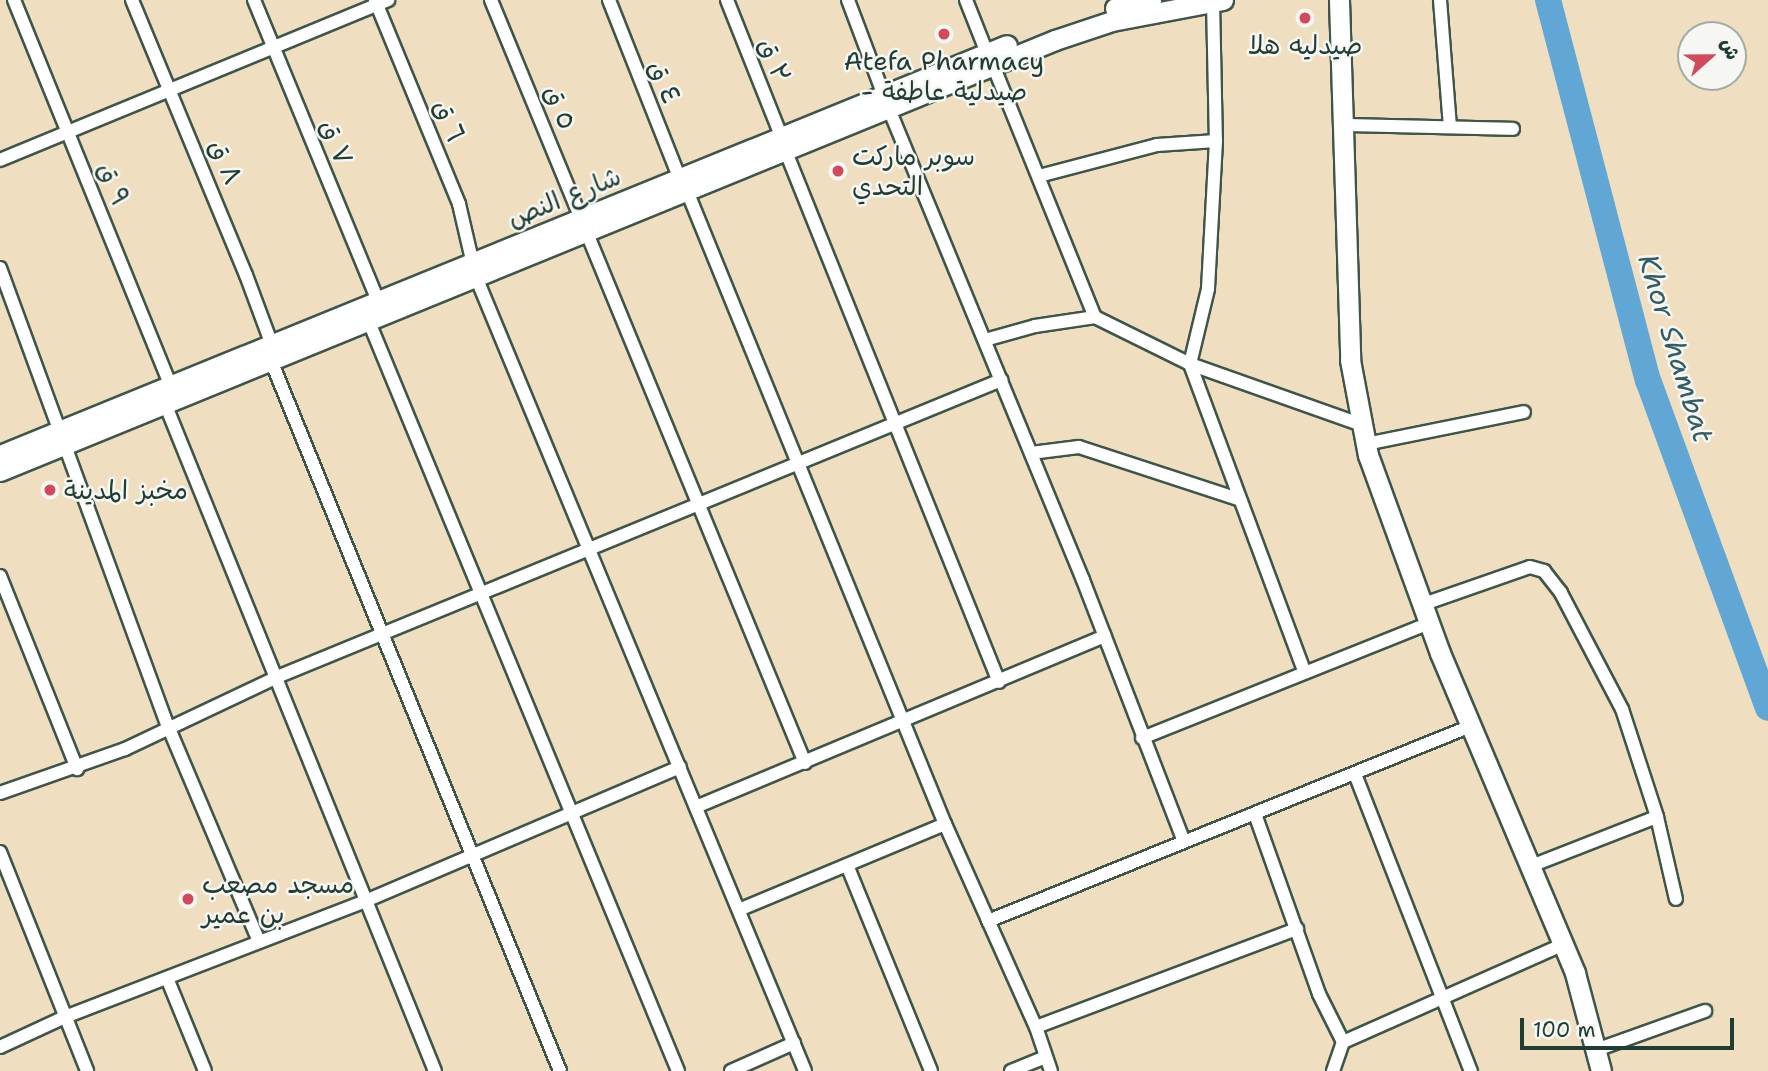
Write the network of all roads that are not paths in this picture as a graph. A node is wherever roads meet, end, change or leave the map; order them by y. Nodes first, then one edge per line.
1 (14, 0) edge
2 (132, 0) edge
3 (254, 0) edge
4 (491, 0) edge
5 (609, 0) edge
6 (727, 0) edge
7 (848, 0) edge
8 (966, 0) edge
9 (1150, 0) edge
10 (1339, 0) edge
11 (1440, 0) edge
12 (1218, 1) edge
13 (380, 2) edge
14 (1107, 10) edge
15 (274, 47) junction
16 (990, 59) junction
17 (170, 90) junction
18 (886, 101) junction
19 (1343, 125) junction
20 (1450, 127) junction
21 (1513, 129) dead end
22 (69, 134) junction
23 (1216, 141) junction
24 (783, 144) junction
25 (0, 160) edge
26 (1039, 176) junction
27 (684, 185) junction
28 (583, 226) junction
29 (0, 268) edge
30 (475, 269) junction
31 (378, 301) junction
32 (1095, 317) junction
33 (369, 322) junction
34 (985, 340) junction
35 (272, 354) junction
36 (1190, 364) junction
37 (1001, 380) junction
38 (171, 386) junction
39 (166, 406) junction
40 (1524, 412) dead end
41 (893, 422) junction
42 (1364, 435) junction
43 (60, 440) junction
44 (1031, 453) junction
45 (0, 455) edge
46 (796, 464) junction
47 (0, 471) edge
48 (1238, 499) junction
49 (699, 506) junction
50 (590, 550) junction
51 (0, 576) edge
52 (482, 593) junction
53 (1425, 614) junction
54 (382, 634) junction
55 (1105, 636) junction
56 (1304, 671) junction
57 (277, 677) junction
58 (999, 682) junction
59 (903, 719) junction
60 (168, 726) junction
61 (1471, 726) junction
62 (1142, 738) junction
63 (805, 764) junction
64 (680, 766) junction
65 (77, 769) junction
66 (1355, 774) junction
67 (0, 793) edge
68 (696, 807) junction
69 (571, 814) junction
70 (1255, 814) junction
71 (1657, 817) junction
72 (945, 824) junction
73 (1183, 839) junction
74 (0, 852) edge
75 (471, 855) junction
76 (847, 865) junction
77 (1531, 866) junction
78 (1676, 899) dead end
79 (368, 900) junction
80 (741, 909) junction
81 (988, 921) junction
82 (1297, 929) junction
83 (259, 941) junction
84 (1564, 944) junction
85 (167, 978) junction
86 (1442, 999) junction
87 (1705, 1011) dead end
88 (65, 1017) junction
89 (1036, 1027) junction
90 (1343, 1042) junction
91 (794, 1043) junction
92 (0, 1047) edge
93 (1596, 1050) junction
94 (1045, 1058) junction
95 (87, 1071) edge
96 (205, 1071) edge
97 (435, 1071) edge
98 (560, 1071) edge
99 (678, 1071) edge
100 (731, 1071) edge
101 (805, 1071) edge
102 (931, 1071) edge
103 (1011, 1071) edge
104 (1051, 1071) edge
105 (1333, 1071) edge
106 (1471, 1071) edge
107 (1601, 1071) edge

1 - 22 street, ٩ ق
2 - 17 street, ٨ ق
3 - 15 street, ٧ ق
4 - 28 street, ٥ ق
5 - 27 street, ٤ ق
6 - 24 street, ٣ ق
7 - 18 street
8 - 16 street
9 - 14 main road, شارع النص
10 - 19 main road
11 - 20 street
12 - 14 main road, شارع النص
12 - 23 street
13 - 15 street
13 - 30 street, ٦ ق
14 - 16 main road, شارع النص
14 - 16 main road, شارع النص
15 - 17 street
15 - 31 street, ٧ ق
16 - 18 main road, شارع النص
16 - 26 street
17 - 22 street
17 - 35 street, ٨ ق
18 - 24 main road, شارع النص
18 - 34 street
19 - 20 street
19 - 42 main road
20 - 21 street
22 - 25 street
22 - 38 street, ٩ ق
23 - 26 street
23 - 36 street
24 - 27 main road, شارع النص
24 - 41 street, ٣ ق
26 - 32 street
27 - 28 main road, شارع النص
27 - 46 street, ٤ ق
28 - 30 main road, شارع النص
28 - 49 street, ٥ ق
29 - 43 street
30 - 31 main road, شارع النص
30 - 33 main road, شارع النص
30 - 50 street, ٦ ق
31 - 35 main road, شارع النص
32 - 34 street
32 - 36 street
33 - 35 main road, شارع النص
33 - 52 street
34 - 37 street
35 - 38 main road, شارع النص
35 - 39 main road, شارع النص
35 - 54 street, ٨ ق
36 - 42 street
36 - 48 street
37 - 41 street
37 - 44 street
38 - 43 main road, شارع النص
39 - 43 main road, شارع النص
39 - 57 street
40 - 42 street
41 - 46 street
41 - 58 street, ٣ ق
42 - 53 main road
43 - 45 main road, شارع النص
43 - 47 main road, شارع النص
43 - 60 street
44 - 48 street
44 - 55 street
46 - 49 street
46 - 59 street, ٤ ق
48 - 56 street
49 - 50 street
49 - 63 street, ٥ ق
50 - 52 street
50 - 64 street, ٦ ق
51 - 65 street
52 - 54 street
52 - 69 street
53 - 56 street
53 - 61 main road
53 - 71 street
54 - 57 street
54 - 75 street, ٨ ق
55 - 58 street
55 - 62 street
56 - 62 street
57 - 60 street
57 - 79 street
58 - 59 street
59 - 63 street
59 - 72 street, ٤ ق
60 - 65 street
60 - 83 street
61 - 66 street
61 - 77 main road
62 - 73 street
63 - 68 street
64 - 68 street, ٦ ق
64 - 69 street
65 - 67 street
66 - 70 street
66 - 86 street
68 - 80 street, ٦ ق
69 - 75 street
69 - 99 street
70 - 73 street
70 - 82 street
71 - 77 street
71 - 78 street
72 - 76 street
72 - 81 street, ٤ ق
73 - 81 street
74 - 88 street
75 - 79 street
75 - 98 street, ٨ ق
76 - 80 street
76 - 102 street
77 - 84 main road
79 - 83 street
79 - 97 street
80 - 91 street, ٦ ق
81 - 89 street, ٤ ق
82 - 89 street
82 - 90 street
83 - 85 street
84 - 86 street
84 - 93 main road
85 - 88 street
85 - 96 street
86 - 90 street
86 - 106 street
87 - 93 street
88 - 92 street
88 - 95 street
89 - 94 street, ٤ ق
90 - 105 street
91 - 100 street
91 - 101 street, ٦ ق
93 - 107 main road
94 - 103 street
94 - 104 street, ٤ ق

------------

* INSTRUCTIONS FOR THE TASK *
In your copy, include no pictures; print every line above exactly.

* RESULT OF THE TASK *
Write the network of all roads that are not paths in this picture as a graph. A node is wherever roads meet, end, change or leave the map; order them by y. Nodes first, then one edge per line.
1 (14, 0) edge
2 (132, 0) edge
3 (254, 0) edge
4 (491, 0) edge
5 (609, 0) edge
6 (727, 0) edge
7 (848, 0) edge
8 (966, 0) edge
9 (1150, 0) edge
10 (1339, 0) edge
11 (1440, 0) edge
12 (1218, 1) edge
13 (380, 2) edge
14 (1107, 10) edge
15 (274, 47) junction
16 (990, 59) junction
17 (170, 90) junction
18 (886, 101) junction
19 (1343, 125) junction
20 (1450, 127) junction
21 (1513, 129) dead end
22 (69, 134) junction
23 (1216, 141) junction
24 (783, 144) junction
25 (0, 160) edge
26 (1039, 176) junction
27 (684, 185) junction
28 (583, 226) junction
29 (0, 268) edge
30 (475, 269) junction
31 (378, 301) junction
32 (1095, 317) junction
33 (369, 322) junction
34 (985, 340) junction
35 (272, 354) junction
36 (1190, 364) junction
37 (1001, 380) junction
38 (171, 386) junction
39 (166, 406) junction
40 (1524, 412) dead end
41 (893, 422) junction
42 (1364, 435) junction
43 (60, 440) junction
44 (1031, 453) junction
45 (0, 455) edge
46 (796, 464) junction
47 (0, 471) edge
48 (1238, 499) junction
49 (699, 506) junction
50 (590, 550) junction
51 (0, 576) edge
52 (482, 593) junction
53 (1425, 614) junction
54 (382, 634) junction
55 (1105, 636) junction
56 (1304, 671) junction
57 (277, 677) junction
58 (999, 682) junction
59 (903, 719) junction
60 (168, 726) junction
61 (1471, 726) junction
62 (1142, 738) junction
63 (805, 764) junction
64 (680, 766) junction
65 (77, 769) junction
66 (1355, 774) junction
67 (0, 793) edge
68 (696, 807) junction
69 (571, 814) junction
70 (1255, 814) junction
71 (1657, 817) junction
72 (945, 824) junction
73 (1183, 839) junction
74 (0, 852) edge
75 (471, 855) junction
76 (847, 865) junction
77 (1531, 866) junction
78 (1676, 899) dead end
79 (368, 900) junction
80 (741, 909) junction
81 (988, 921) junction
82 (1297, 929) junction
83 (259, 941) junction
84 (1564, 944) junction
85 (167, 978) junction
86 (1442, 999) junction
87 (1705, 1011) dead end
88 (65, 1017) junction
89 (1036, 1027) junction
90 (1343, 1042) junction
91 (794, 1043) junction
92 (0, 1047) edge
93 (1596, 1050) junction
94 (1045, 1058) junction
95 (87, 1071) edge
96 (205, 1071) edge
97 (435, 1071) edge
98 (560, 1071) edge
99 (678, 1071) edge
100 (731, 1071) edge
101 (805, 1071) edge
102 (931, 1071) edge
103 (1011, 1071) edge
104 (1051, 1071) edge
105 (1333, 1071) edge
106 (1471, 1071) edge
107 (1601, 1071) edge

1 - 22 street, ٩ ق
2 - 17 street, ٨ ق
3 - 15 street, ٧ ق
4 - 28 street, ٥ ق
5 - 27 street, ٤ ق
6 - 24 street, ٣ ق
7 - 18 street
8 - 16 street
9 - 14 main road, شارع النص
10 - 19 main road
11 - 20 street
12 - 14 main road, شارع النص
12 - 23 street
13 - 15 street
13 - 30 street, ٦ ق
14 - 16 main road, شارع النص
14 - 16 main road, شارع النص
15 - 17 street
15 - 31 street, ٧ ق
16 - 18 main road, شارع النص
16 - 26 street
17 - 22 street
17 - 35 street, ٨ ق
18 - 24 main road, شارع النص
18 - 34 street
19 - 20 street
19 - 42 main road
20 - 21 street
22 - 25 street
22 - 38 street, ٩ ق
23 - 26 street
23 - 36 street
24 - 27 main road, شارع النص
24 - 41 street, ٣ ق
26 - 32 street
27 - 28 main road, شارع النص
27 - 46 street, ٤ ق
28 - 30 main road, شارع النص
28 - 49 street, ٥ ق
29 - 43 street
30 - 31 main road, شارع النص
30 - 33 main road, شارع النص
30 - 50 street, ٦ ق
31 - 35 main road, شارع النص
32 - 34 street
32 - 36 street
33 - 35 main road, شارع النص
33 - 52 street
34 - 37 street
35 - 38 main road, شارع النص
35 - 39 main road, شارع النص
35 - 54 street, ٨ ق
36 - 42 street
36 - 48 street
37 - 41 street
37 - 44 street
38 - 43 main road, شارع النص
39 - 43 main road, شارع النص
39 - 57 street
40 - 42 street
41 - 46 street
41 - 58 street, ٣ ق
42 - 53 main road
43 - 45 main road, شارع النص
43 - 47 main road, شارع النص
43 - 60 street
44 - 48 street
44 - 55 street
46 - 49 street
46 - 59 street, ٤ ق
48 - 56 street
49 - 50 street
49 - 63 street, ٥ ق
50 - 52 street
50 - 64 street, ٦ ق
51 - 65 street
52 - 54 street
52 - 69 street
53 - 56 street
53 - 61 main road
53 - 71 street
54 - 57 street
54 - 75 street, ٨ ق
55 - 58 street
55 - 62 street
56 - 62 street
57 - 60 street
57 - 79 street
58 - 59 street
59 - 63 street
59 - 72 street, ٤ ق
60 - 65 street
60 - 83 street
61 - 66 street
61 - 77 main road
62 - 73 street
63 - 68 street
64 - 68 street, ٦ ق
64 - 69 street
65 - 67 street
66 - 70 street
66 - 86 street
68 - 80 street, ٦ ق
69 - 75 street
69 - 99 street
70 - 73 street
70 - 82 street
71 - 77 street
71 - 78 street
72 - 76 street
72 - 81 street, ٤ ق
73 - 81 street
74 - 88 street
75 - 79 street
75 - 98 street, ٨ ق
76 - 80 street
76 - 102 street
77 - 84 main road
79 - 83 street
79 - 97 street
80 - 91 street, ٦ ق
81 - 89 street, ٤ ق
82 - 89 street
82 - 90 street
83 - 85 street
84 - 86 street
84 - 93 main road
85 - 88 street
85 - 96 street
86 - 90 street
86 - 106 street
87 - 93 street
88 - 92 street
88 - 95 street
89 - 94 street, ٤ ق
90 - 105 street
91 - 100 street
91 - 101 street, ٦ ق
93 - 107 main road
94 - 103 street
94 - 104 street, ٤ ق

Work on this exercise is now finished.